The Senate Democratic leader, Chuck Schumer, criticised Trump’s move against Cook. “Donald Trump is playing a dangerous game of Jenga with a key pillar of our economy,” he said.

“This brazen power grab must be stopped by the courts before Trump does permanent damage to national, state and local economies. And if the economy comes crashing down, if families lose their savings and Main Street pays the price, Donald Trump will own every ounce of the wreckage and devastation families feel.”

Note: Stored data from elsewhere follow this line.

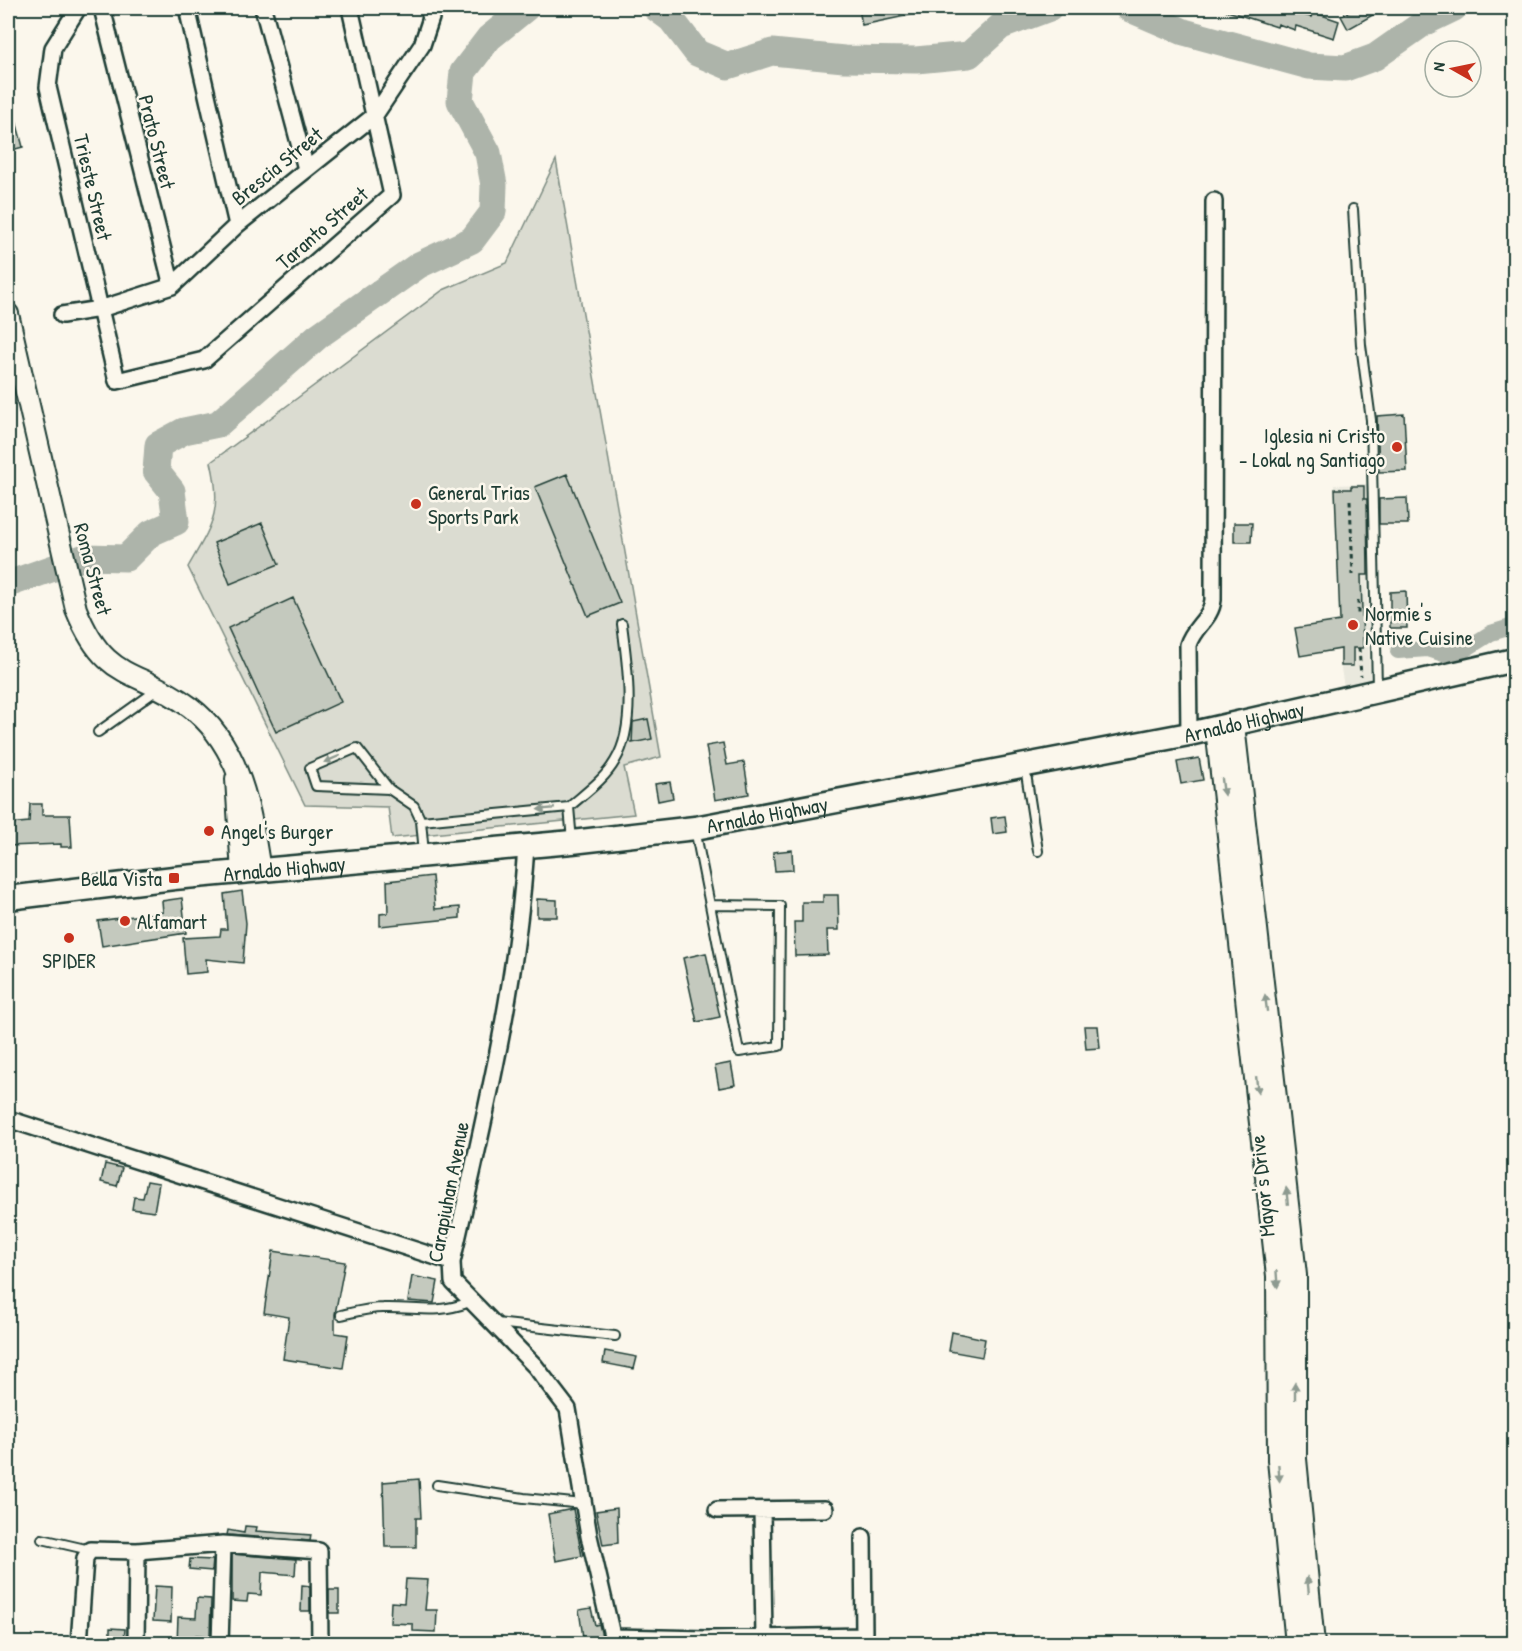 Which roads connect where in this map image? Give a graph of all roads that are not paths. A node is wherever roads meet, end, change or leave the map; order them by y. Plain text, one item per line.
1 (78, 8) edge
2 (102, 8) edge
3 (187, 8) edge
4 (263, 8) edge
5 (350, 8) edge
6 (428, 8) edge
7 (375, 115) junction
8 (306, 169) junction
9 (1214, 201) dead end
10 (1353, 209) dead end
11 (237, 225) junction
12 (172, 286) junction
13 (100, 309) junction
14 (8, 314) edge
15 (62, 315) dead end
16 (117, 381) joint
17 (622, 624) dead end
18 (1515, 660) edge
19 (158, 689) junction
20 (1369, 694) junction
21 (1225, 726) junction
22 (98, 732) dead end
23 (1189, 734) junction
24 (1025, 766) junction
25 (389, 789) junction
26 (569, 807) junction
27 (422, 821) junction
28 (695, 828) junction
29 (573, 842) junction
30 (526, 846) junction
31 (1038, 851) dead end
32 (424, 855) junction
33 (251, 872) junction
34 (8, 898) edge
35 (710, 905) junction
36 (8, 1119) edge
37 (1275, 1170) junction
38 (452, 1262) junction
39 (470, 1302) junction
40 (341, 1315) dead end
41 (492, 1323) junction
42 (615, 1336) dead end
43 (436, 1485) dead end
44 (584, 1503) junction
45 (825, 1509) dead end
46 (717, 1510) dead end
47 (762, 1510) junction
48 (863, 1537) dead end
49 (42, 1539) dead end
50 (223, 1544) junction
51 (90, 1550) junction
52 (137, 1551) junction
53 (764, 1638) junction
54 (614, 1640) edge
55 (79, 1644) edge
56 (136, 1644) edge
57 (220, 1644) edge
58 (320, 1644) edge
59 (1296, 1644) edge
60 (1314, 1644) edge

1 - 13 street, Trieste Street
2 - 12 street, Prato Street
3 - 11 street
4 - 8 street
5 - 7 street, Taranto Street
6 - 7 street, Brescia Street
7 - 8 street, Brescia Street
7 - 16 street, Taranto Street
8 - 11 street, Brescia Street
9 - 23 street
10 - 20 lane
11 - 12 street, Brescia Street
12 - 13 street, Brescia Street
13 - 15 street, Brescia Street
13 - 16 street, Trieste Street
14 - 19 street, Roma Street
17 - 26 lane
18 - 20 main road, Arnaldo Highway
19 - 22 lane
19 - 33 street, Roma Street
20 - 21 main road, Arnaldo Highway
21 - 23 main road, Arnaldo Highway
21 - 37 street, Mayor's Drive
23 - 24 main road, Arnaldo Highway
24 - 28 main road, Arnaldo Highway
24 - 31 lane
25 -> 25 lane
25 - 27 lane
26 -> 27 lane
26 - 29 lane
27 - 32 lane
28 - 29 main road, Arnaldo Highway
28 - 35 lane
29 - 30 main road, Arnaldo Highway
30 - 32 main road, Arnaldo Highway
30 - 38 street, Carapiuhan Avenue
32 - 33 main road, Arnaldo Highway
33 - 34 main road, Arnaldo Highway
35 - 35 lane
36 - 38 street
37 -> 59 street, Mayor's Drive
60 -> 37 street, Mayor's Drive
38 - 39 street, Carapiuhan Avenue
39 - 40 lane
39 - 41 street, Carapiuhan Avenue
41 - 42 lane
41 - 44 street, Carapiuhan Avenue
43 - 44 lane
44 - 54 street, Carapiuhan Avenue
45 - 47 street
46 - 47 street
47 - 53 street
48 - 53 street
49 - 51 lane
50 - 52 street
50 - 57 street
50 - 58 street
51 - 52 street
51 - 55 street
52 - 56 street
53 - 54 street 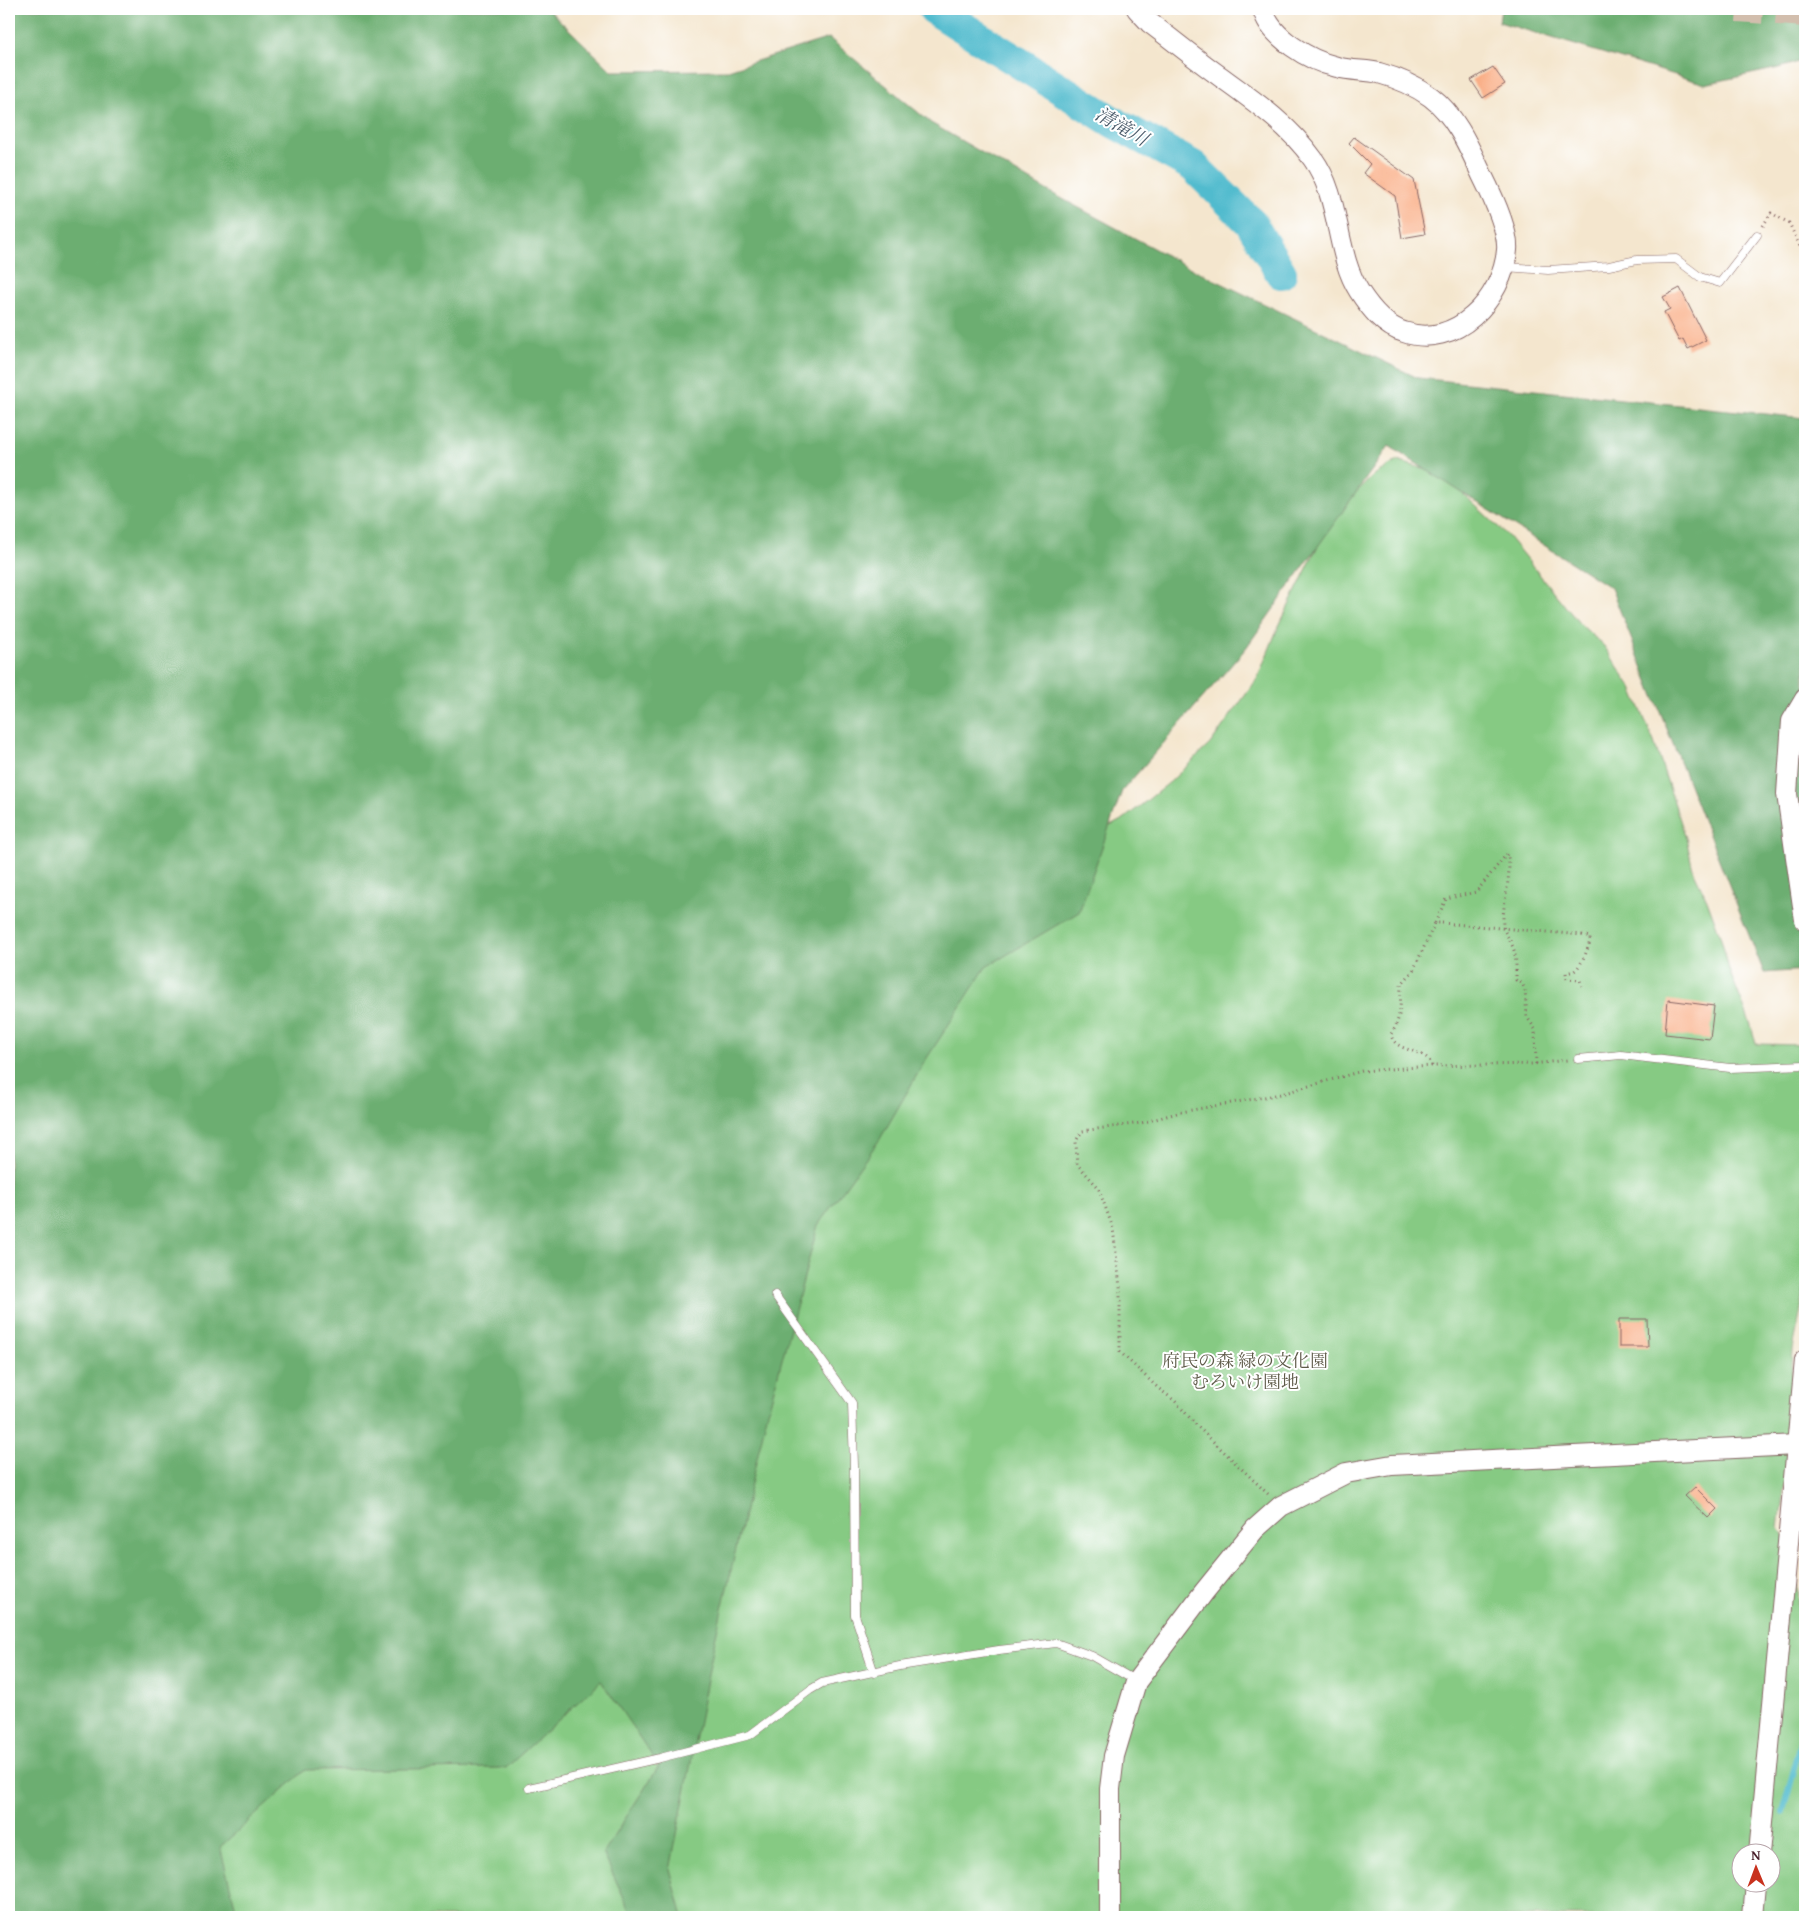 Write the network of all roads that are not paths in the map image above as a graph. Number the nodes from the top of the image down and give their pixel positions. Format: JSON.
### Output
{"nodes":[{"id":1,"x":1137,"y":9,"type":"edge"},
{"id":2,"x":1263,"y":9,"type":"edge"},
{"id":3,"x":1757,"y":235,"type":"road end"},
{"id":4,"x":1505,"y":267,"type":"junction"},
{"id":5,"x":1805,"y":699,"type":"edge"},
{"id":6,"x":1805,"y":920,"type":"edge"},
{"id":7,"x":1578,"y":1059,"type":"road end"},
{"id":8,"x":1805,"y":1065,"type":"edge"},
{"id":9,"x":775,"y":1295,"type":"dead end"},
{"id":10,"x":1805,"y":1360,"type":"edge"},
{"id":11,"x":1796,"y":1445,"type":"junction"},
{"id":12,"x":874,"y":1673,"type":"junction"},
{"id":13,"x":1136,"y":1682,"type":"junction"},
{"id":14,"x":529,"y":1788,"type":"dead end"},
{"id":15,"x":1760,"y":1844,"type":"edge"},
{"id":16,"x":1755,"y":1894,"type":"edge"},
{"id":17,"x":1110,"y":1917,"type":"edge"},
{"id":18,"x":1753,"y":1917,"type":"edge"}],
"edges":[{"from":1,"to":4,"type":"street"},
{"from":2,"to":4,"type":"street"},
{"from":3,"to":4,"type":"lane"},
{"from":5,"to":6,"type":"street"},
{"from":7,"to":8,"type":"lane"},
{"from":9,"to":12,"type":"lane"},
{"from":10,"to":11,"type":"street"},
{"from":11,"to":13,"type":"street"},
{"from":11,"to":15,"type":"street"},
{"from":12,"to":13,"type":"lane"},
{"from":12,"to":14,"type":"lane"},
{"from":13,"to":17,"type":"street"},
{"from":16,"to":18,"type":"street"}]}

The Fed chair, Jerome Powell, signaled on Friday that the Fed was gearing up to start cutting interest rates as soon as next month, but reiterated warnings about the potential risks posed by Trump’s policies, including sweeping tariffs and an immigration crackdown, on the economy.

“This year, the economy has faced new challenges. Significantly higher tariffs across our trading partners are remaking the global system,” Powell said in a closely scrutinized speech to other central bankers gathered in Jackson Hole, Wyoming. “Tighter immigration policy has led to an abrupt slowdown in labor force growth.”

Top Democratic lawmakers furiously denounced Trump’s attempt to fire Cook. Elizabeth Warren, a Massachusetts senator and ranking member on the Senate banking, housing and urban affairs committee, called it “the latest example of a desperate president searching for a scapegoat to cover for his own failure to lower costs for Americans”.

“It’s an authoritarian power grab that blatantly violates the Federal Reserve Act, and must be overturned in court,” Warren said.

Economists and experts also decried the move, warning that the ramifications of Cook’s attempted firing could reach Americans’ pocketbooks.

Rohit Chopra, the former director of the Consumer Financial Protection Bureau under Joe Biden, accused the White House of seeking to “transform the financial regulators from independent watchdogs into obedient lapdogs that do as they’re told”.

Skanda Amarnath, the executive director of Employ America and a former Fed economist, said: “Wrecking institutions with unlawful behavior and pathetic power grabs come with costs to Americans. The dollar continues to weaken as American governance continues to erode. That means higher prices for all commodities. Chair Powell must ensure that Lisa Cook is not removed as a result of these arbitrary and capricious actions from the president.”